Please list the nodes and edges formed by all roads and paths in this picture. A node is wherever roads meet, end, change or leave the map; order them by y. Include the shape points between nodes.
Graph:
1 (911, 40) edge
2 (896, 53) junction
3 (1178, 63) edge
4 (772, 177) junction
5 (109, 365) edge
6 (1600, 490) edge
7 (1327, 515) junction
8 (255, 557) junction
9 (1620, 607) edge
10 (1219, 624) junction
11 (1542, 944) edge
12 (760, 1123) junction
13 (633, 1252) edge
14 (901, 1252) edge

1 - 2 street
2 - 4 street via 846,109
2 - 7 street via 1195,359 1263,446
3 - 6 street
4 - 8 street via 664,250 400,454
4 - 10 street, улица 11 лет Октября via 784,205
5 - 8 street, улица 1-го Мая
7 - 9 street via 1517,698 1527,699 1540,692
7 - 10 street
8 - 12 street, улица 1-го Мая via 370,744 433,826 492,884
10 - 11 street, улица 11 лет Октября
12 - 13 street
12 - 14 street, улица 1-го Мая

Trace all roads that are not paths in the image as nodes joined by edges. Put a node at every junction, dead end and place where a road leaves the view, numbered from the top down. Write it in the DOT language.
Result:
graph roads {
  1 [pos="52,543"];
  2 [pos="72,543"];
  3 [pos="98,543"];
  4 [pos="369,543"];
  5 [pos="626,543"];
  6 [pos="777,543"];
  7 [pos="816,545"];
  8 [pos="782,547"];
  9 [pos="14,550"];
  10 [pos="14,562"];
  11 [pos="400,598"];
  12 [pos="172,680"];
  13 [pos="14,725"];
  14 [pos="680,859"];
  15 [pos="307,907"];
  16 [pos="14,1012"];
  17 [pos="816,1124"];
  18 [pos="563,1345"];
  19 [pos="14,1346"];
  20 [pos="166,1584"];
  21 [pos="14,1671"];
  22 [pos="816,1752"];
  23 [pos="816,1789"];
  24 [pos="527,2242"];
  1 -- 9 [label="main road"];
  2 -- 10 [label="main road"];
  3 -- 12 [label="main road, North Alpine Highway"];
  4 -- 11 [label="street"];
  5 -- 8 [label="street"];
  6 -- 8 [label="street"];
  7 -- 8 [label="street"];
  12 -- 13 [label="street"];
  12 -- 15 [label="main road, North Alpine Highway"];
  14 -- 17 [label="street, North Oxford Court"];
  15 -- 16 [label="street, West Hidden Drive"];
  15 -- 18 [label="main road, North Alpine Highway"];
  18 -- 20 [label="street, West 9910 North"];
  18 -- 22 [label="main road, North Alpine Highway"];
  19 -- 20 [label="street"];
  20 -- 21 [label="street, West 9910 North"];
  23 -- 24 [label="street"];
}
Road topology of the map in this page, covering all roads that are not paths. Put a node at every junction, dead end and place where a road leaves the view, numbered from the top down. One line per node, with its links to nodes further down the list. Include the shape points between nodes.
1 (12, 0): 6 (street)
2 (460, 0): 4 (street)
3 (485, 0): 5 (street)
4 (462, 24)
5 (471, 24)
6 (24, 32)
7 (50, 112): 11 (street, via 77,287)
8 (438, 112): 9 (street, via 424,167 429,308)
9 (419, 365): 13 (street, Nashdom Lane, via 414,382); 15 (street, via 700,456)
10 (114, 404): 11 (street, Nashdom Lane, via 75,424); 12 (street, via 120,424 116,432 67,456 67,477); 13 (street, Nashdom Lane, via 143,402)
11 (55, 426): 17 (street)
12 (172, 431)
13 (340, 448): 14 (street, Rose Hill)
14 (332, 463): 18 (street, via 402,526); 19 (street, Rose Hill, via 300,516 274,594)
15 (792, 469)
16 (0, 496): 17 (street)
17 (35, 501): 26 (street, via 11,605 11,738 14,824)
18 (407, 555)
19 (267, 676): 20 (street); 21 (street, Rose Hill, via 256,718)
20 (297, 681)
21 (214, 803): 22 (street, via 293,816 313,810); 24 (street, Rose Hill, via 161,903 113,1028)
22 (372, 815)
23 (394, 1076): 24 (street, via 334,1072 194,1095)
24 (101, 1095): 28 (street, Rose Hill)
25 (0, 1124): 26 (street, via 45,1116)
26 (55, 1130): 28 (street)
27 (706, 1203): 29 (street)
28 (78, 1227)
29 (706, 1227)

※

### Task to carry out
Go through the records and output them all, word for word.

### Written reply
Please list the nodes and edges formed by all roads and paths in this picture. A node is wherever roads meet, end, change or leave the map; order them by y. Include the shape points between nodes.
Graph:
1 (911, 40) edge
2 (896, 53) junction
3 (1178, 63) edge
4 (772, 177) junction
5 (109, 365) edge
6 (1600, 490) edge
7 (1327, 515) junction
8 (255, 557) junction
9 (1620, 607) edge
10 (1219, 624) junction
11 (1542, 944) edge
12 (760, 1123) junction
13 (633, 1252) edge
14 (901, 1252) edge

1 - 2 street
2 - 4 street via 846,109
2 - 7 street via 1195,359 1263,446
3 - 6 street
4 - 8 street via 664,250 400,454
4 - 10 street, улица 11 лет Октября via 784,205
5 - 8 street, улица 1-го Мая
7 - 9 street via 1517,698 1527,699 1540,692
7 - 10 street
8 - 12 street, улица 1-го Мая via 370,744 433,826 492,884
10 - 11 street, улица 11 лет Октября
12 - 13 street
12 - 14 street, улица 1-го Мая

Trace all roads that are not paths in the image as nodes joined by edges. Put a node at every junction, dead end and place where a road leaves the view, numbered from the top down. Write it in the DOT language.
Result:
graph roads {
  1 [pos="52,543"];
  2 [pos="72,543"];
  3 [pos="98,543"];
  4 [pos="369,543"];
  5 [pos="626,543"];
  6 [pos="777,543"];
  7 [pos="816,545"];
  8 [pos="782,547"];
  9 [pos="14,550"];
  10 [pos="14,562"];
  11 [pos="400,598"];
  12 [pos="172,680"];
  13 [pos="14,725"];
  14 [pos="680,859"];
  15 [pos="307,907"];
  16 [pos="14,1012"];
  17 [pos="816,1124"];
  18 [pos="563,1345"];
  19 [pos="14,1346"];
  20 [pos="166,1584"];
  21 [pos="14,1671"];
  22 [pos="816,1752"];
  23 [pos="816,1789"];
  24 [pos="527,2242"];
  1 -- 9 [label="main road"];
  2 -- 10 [label="main road"];
  3 -- 12 [label="main road, North Alpine Highway"];
  4 -- 11 [label="street"];
  5 -- 8 [label="street"];
  6 -- 8 [label="street"];
  7 -- 8 [label="street"];
  12 -- 13 [label="street"];
  12 -- 15 [label="main road, North Alpine Highway"];
  14 -- 17 [label="street, North Oxford Court"];
  15 -- 16 [label="street, West Hidden Drive"];
  15 -- 18 [label="main road, North Alpine Highway"];
  18 -- 20 [label="street, West 9910 North"];
  18 -- 22 [label="main road, North Alpine Highway"];
  19 -- 20 [label="street"];
  20 -- 21 [label="street, West 9910 North"];
  23 -- 24 [label="street"];
}
Road topology of the map in this page, covering all roads that are not paths. Put a node at every junction, dead end and place where a road leaves the view, numbered from the top down. One line per node, with its links to nodes further down the list. Include the shape points between nodes.
1 (12, 0): 6 (street)
2 (460, 0): 4 (street)
3 (485, 0): 5 (street)
4 (462, 24)
5 (471, 24)
6 (24, 32)
7 (50, 112): 11 (street, via 77,287)
8 (438, 112): 9 (street, via 424,167 429,308)
9 (419, 365): 13 (street, Nashdom Lane, via 414,382); 15 (street, via 700,456)
10 (114, 404): 11 (street, Nashdom Lane, via 75,424); 12 (street, via 120,424 116,432 67,456 67,477); 13 (street, Nashdom Lane, via 143,402)
11 (55, 426): 17 (street)
12 (172, 431)
13 (340, 448): 14 (street, Rose Hill)
14 (332, 463): 18 (street, via 402,526); 19 (street, Rose Hill, via 300,516 274,594)
15 (792, 469)
16 (0, 496): 17 (street)
17 (35, 501): 26 (street, via 11,605 11,738 14,824)
18 (407, 555)
19 (267, 676): 20 (street); 21 (street, Rose Hill, via 256,718)
20 (297, 681)
21 (214, 803): 22 (street, via 293,816 313,810); 24 (street, Rose Hill, via 161,903 113,1028)
22 (372, 815)
23 (394, 1076): 24 (street, via 334,1072 194,1095)
24 (101, 1095): 28 (street, Rose Hill)
25 (0, 1124): 26 (street, via 45,1116)
26 (55, 1130): 28 (street)
27 (706, 1203): 29 (street)
28 (78, 1227)
29 (706, 1227)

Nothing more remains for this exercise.